So what is the relationship between divine grace and human effort? Let’s start by imagining me as the quarterback of the Washington Redskins instead of Robert Griffin III … or not. It doesn’t matter how much strength training, how much coaching, and how many years of practice I had, I could never be a NFL quarterback, much less a quarterback like RG3. He is gifted with a certain body type and a certain set of talents that makes him who he is. Me? Not so much.
Excellence at that level is, from one perspective, pure gift: RG3, LeBron James, and Stephen Hawking are uniquely gifted. No one else could do what they do. That’s the “grace” side.
But their success was not inevitable and that’s the “effort” side. There was no guarantee that Hawking would become a brilliant physicist or that James would become so dominant on the basketball court. While they are uniquely gifted, what we see is the result or training, repetition, suffering, effort, etc.

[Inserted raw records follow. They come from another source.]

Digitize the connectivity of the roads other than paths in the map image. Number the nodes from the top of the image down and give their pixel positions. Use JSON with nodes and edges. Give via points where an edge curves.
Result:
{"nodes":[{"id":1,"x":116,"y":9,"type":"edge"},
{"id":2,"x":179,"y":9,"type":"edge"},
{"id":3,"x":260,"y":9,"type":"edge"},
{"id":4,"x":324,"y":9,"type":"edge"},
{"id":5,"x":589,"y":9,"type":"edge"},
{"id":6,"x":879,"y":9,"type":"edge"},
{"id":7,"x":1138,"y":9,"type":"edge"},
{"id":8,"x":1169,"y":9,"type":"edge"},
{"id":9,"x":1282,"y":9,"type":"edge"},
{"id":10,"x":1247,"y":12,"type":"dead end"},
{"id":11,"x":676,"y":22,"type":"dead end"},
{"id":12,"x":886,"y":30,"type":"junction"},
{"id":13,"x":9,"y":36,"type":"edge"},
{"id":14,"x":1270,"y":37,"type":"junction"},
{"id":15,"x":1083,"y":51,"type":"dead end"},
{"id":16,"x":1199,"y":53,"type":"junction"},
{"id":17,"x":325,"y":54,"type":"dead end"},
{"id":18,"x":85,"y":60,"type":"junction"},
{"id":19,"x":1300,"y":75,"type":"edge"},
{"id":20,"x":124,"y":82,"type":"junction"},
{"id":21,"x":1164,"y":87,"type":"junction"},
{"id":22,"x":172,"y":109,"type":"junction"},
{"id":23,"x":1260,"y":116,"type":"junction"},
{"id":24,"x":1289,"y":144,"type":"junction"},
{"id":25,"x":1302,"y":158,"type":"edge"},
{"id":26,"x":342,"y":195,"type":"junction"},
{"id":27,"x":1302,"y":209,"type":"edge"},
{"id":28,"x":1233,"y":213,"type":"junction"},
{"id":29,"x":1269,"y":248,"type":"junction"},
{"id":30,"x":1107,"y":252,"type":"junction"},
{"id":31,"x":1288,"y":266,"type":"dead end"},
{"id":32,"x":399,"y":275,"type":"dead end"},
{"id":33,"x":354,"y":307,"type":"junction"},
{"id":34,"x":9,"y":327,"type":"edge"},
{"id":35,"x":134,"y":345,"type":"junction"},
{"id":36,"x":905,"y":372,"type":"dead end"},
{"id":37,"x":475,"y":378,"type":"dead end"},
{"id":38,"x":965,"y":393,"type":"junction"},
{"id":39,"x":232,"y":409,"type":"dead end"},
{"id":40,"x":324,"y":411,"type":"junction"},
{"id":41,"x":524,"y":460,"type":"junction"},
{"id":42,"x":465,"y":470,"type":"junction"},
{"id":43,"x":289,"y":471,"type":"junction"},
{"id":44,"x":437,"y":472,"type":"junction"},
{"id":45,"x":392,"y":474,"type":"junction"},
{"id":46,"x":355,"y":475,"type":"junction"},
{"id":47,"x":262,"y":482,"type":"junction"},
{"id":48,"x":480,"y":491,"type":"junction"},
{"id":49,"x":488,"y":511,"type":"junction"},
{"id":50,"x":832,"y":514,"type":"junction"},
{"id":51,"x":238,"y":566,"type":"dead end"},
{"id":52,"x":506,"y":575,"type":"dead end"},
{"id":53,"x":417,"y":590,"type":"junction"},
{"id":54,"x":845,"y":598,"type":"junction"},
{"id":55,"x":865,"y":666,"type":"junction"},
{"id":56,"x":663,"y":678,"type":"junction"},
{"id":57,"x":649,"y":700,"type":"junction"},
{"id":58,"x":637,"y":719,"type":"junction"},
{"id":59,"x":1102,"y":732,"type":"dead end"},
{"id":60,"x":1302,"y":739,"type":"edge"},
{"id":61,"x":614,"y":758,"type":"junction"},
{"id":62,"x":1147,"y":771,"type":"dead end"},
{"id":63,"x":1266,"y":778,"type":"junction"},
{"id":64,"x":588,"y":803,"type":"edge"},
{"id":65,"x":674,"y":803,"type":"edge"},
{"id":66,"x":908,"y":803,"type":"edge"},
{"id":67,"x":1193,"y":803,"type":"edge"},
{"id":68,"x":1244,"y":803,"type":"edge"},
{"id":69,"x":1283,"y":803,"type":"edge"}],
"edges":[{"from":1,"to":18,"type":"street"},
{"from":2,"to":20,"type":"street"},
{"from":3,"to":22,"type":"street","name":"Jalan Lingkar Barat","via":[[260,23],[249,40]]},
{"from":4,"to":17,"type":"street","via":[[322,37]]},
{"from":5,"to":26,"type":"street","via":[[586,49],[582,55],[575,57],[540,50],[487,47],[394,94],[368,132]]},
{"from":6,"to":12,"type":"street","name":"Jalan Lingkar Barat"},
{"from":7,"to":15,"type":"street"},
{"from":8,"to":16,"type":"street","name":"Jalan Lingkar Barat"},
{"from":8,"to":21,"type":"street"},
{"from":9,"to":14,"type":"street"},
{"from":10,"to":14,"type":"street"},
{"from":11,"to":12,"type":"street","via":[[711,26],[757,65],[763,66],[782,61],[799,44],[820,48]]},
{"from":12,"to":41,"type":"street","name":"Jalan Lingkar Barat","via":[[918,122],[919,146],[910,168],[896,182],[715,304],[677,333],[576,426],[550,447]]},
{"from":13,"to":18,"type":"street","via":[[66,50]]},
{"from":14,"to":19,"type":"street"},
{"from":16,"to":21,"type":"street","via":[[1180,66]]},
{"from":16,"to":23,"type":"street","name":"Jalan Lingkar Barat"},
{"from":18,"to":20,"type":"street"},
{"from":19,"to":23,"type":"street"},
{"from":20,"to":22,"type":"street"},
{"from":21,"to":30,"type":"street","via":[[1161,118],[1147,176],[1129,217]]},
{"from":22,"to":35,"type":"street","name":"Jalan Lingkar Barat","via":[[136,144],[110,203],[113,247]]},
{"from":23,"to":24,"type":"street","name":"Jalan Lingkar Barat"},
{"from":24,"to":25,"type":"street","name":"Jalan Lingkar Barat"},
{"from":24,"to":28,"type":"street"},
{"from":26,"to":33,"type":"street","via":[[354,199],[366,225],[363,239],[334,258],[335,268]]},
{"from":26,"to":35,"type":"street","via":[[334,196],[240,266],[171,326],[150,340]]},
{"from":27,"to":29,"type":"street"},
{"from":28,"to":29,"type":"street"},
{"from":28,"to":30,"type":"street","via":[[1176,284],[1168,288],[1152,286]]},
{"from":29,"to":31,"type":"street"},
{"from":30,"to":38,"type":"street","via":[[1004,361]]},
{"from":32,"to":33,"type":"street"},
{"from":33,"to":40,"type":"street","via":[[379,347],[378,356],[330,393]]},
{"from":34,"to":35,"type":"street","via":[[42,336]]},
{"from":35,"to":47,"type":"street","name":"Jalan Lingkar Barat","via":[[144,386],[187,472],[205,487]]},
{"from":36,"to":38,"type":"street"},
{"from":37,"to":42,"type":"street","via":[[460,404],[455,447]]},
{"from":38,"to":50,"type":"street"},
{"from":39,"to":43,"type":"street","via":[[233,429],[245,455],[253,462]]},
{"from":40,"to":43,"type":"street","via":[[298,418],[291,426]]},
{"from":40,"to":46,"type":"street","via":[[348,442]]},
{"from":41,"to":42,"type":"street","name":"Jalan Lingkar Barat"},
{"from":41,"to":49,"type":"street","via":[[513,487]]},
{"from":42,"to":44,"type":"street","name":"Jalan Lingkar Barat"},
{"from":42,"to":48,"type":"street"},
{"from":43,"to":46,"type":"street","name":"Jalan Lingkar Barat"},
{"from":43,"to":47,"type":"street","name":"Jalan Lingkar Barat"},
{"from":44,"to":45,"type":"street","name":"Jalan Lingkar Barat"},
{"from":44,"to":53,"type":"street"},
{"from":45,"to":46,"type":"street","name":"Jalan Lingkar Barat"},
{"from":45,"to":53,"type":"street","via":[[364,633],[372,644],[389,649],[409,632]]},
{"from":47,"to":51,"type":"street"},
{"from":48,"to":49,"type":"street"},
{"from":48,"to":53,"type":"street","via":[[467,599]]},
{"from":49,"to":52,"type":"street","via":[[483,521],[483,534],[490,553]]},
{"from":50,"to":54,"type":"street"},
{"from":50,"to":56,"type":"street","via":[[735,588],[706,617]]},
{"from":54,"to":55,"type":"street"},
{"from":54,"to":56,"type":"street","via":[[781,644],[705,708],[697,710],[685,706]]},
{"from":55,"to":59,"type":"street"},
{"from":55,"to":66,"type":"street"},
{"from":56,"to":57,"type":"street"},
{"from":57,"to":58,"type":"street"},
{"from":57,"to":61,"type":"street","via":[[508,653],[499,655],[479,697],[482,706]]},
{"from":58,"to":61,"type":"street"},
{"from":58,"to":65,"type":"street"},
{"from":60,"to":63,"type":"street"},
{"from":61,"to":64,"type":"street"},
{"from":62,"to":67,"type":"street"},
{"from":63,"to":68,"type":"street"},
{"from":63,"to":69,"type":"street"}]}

There is also a flip side to these observations. There are probably young men out there who are every bit as gifted as RG3, but who did not have the discipline to do what he did through the years to develop that sort of excellence. Even though certain people are gifted (or graced) with remarkable native talent which is a necessity to excel, excellence still requires a great deal of work. It’s not either/or, it’s both grace and work.
This offers a limited but helpful analogy to the various, seemingly contradictory strands related to salvation in the New Testament. We must recognize that salvation is pure gift (ie, divine grace) while acknowledging, at the same time, that it is hard work. The young and brash apostle Paul created a seemingly uncrossable divide between faith and “the works of the law” in Galatians. To be fair to the young apostle, he did say that naked faith was not enough: “For in Christ Jesus neither circumcision nor uncircumcision counts for anything; the only thing that counts is faith made effective by means of love” (Gal. 5:6).
My folks were very involved with the Navigators, a Christian parachurch organization that promotes discipleship among believers. There are a host of such organizations (Navs, Campus Crusade, InterVarsity, Youth with a Mission, L’Abri, etc.) which are a Protestant analog to the monastic movements of the Roman and Eastern churches. Common among all of them is the understanding that there can be more to the Christian life, but it requires great effort, great discipline, and great dedication to achieve it. I suppose some might find it ironic that the Navs, as committed as they are to sever Christian discipline, have an historic affinity with the Presbyterian Church and Reformed theology. Scripture memorization, small group accountability, prayer, meditation, and study, in no way contradict their commitment to the pure grace of salvation.
This perspective on Christian commitment above and beyond just going to worship on Sunday morning ought to remind us of RG3, Kareem Abdul Jabar, Serena Williams, Leo Messi, etc. Athleticism, after all, is one of the best analogies we have for the Christian life. Even Paul was fond of it. “I do not run aimlessly, nor do I box as though beating the air; but I punish my body and enslave it, so that after proclaiming to others I myself should not be disqualified” (1 Cor. 9:26f).
Salvation is free, but so is the exercise trail in South Sioux City; fervently believing in it and driving out to it on Sunday morning won’t get me fit. I have to embrace and exercise the gift if I ever hope to have, not just life, but life abundantly (Jn. 10:10). This is why it is important, critical even, to affirm that salvation is hard. Not in a burdensome way, but in a 5k run or RAGRBRAI sort of way.